[Record extracts Boundary: Start]

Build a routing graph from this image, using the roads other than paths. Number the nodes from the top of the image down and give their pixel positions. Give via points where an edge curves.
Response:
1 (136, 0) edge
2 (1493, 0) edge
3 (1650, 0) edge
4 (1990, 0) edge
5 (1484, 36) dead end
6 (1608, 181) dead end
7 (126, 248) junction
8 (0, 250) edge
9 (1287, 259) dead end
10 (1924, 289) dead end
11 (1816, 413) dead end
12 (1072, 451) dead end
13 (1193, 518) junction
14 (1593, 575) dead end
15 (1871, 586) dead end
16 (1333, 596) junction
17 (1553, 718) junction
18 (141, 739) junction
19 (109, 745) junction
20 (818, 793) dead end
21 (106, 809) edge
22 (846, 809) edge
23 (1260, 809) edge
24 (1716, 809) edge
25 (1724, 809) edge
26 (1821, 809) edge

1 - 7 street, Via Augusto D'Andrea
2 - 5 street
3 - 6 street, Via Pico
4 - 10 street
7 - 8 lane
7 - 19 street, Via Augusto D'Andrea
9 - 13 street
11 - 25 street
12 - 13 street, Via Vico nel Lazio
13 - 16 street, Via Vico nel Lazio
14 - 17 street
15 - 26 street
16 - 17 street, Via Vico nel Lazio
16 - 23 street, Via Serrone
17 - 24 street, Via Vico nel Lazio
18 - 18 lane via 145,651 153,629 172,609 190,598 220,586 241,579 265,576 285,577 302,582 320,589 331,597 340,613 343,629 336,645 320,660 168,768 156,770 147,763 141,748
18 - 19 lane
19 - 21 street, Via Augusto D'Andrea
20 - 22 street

[Record extracts Boundary: End]

# [Directions]
The entries above are to be retyped exactly.

# [Output of the task]
Build a routing graph from this image, using the roads other than paths. Number the nodes from the top of the image down and give their pixel positions. Give via points where an edge curves.
Response:
1 (136, 0) edge
2 (1493, 0) edge
3 (1650, 0) edge
4 (1990, 0) edge
5 (1484, 36) dead end
6 (1608, 181) dead end
7 (126, 248) junction
8 (0, 250) edge
9 (1287, 259) dead end
10 (1924, 289) dead end
11 (1816, 413) dead end
12 (1072, 451) dead end
13 (1193, 518) junction
14 (1593, 575) dead end
15 (1871, 586) dead end
16 (1333, 596) junction
17 (1553, 718) junction
18 (141, 739) junction
19 (109, 745) junction
20 (818, 793) dead end
21 (106, 809) edge
22 (846, 809) edge
23 (1260, 809) edge
24 (1716, 809) edge
25 (1724, 809) edge
26 (1821, 809) edge

1 - 7 street, Via Augusto D'Andrea
2 - 5 street
3 - 6 street, Via Pico
4 - 10 street
7 - 8 lane
7 - 19 street, Via Augusto D'Andrea
9 - 13 street
11 - 25 street
12 - 13 street, Via Vico nel Lazio
13 - 16 street, Via Vico nel Lazio
14 - 17 street
15 - 26 street
16 - 17 street, Via Vico nel Lazio
16 - 23 street, Via Serrone
17 - 24 street, Via Vico nel Lazio
18 - 18 lane via 145,651 153,629 172,609 190,598 220,586 241,579 265,576 285,577 302,582 320,589 331,597 340,613 343,629 336,645 320,660 168,768 156,770 147,763 141,748
18 - 19 lane
19 - 21 street, Via Augusto D'Andrea
20 - 22 street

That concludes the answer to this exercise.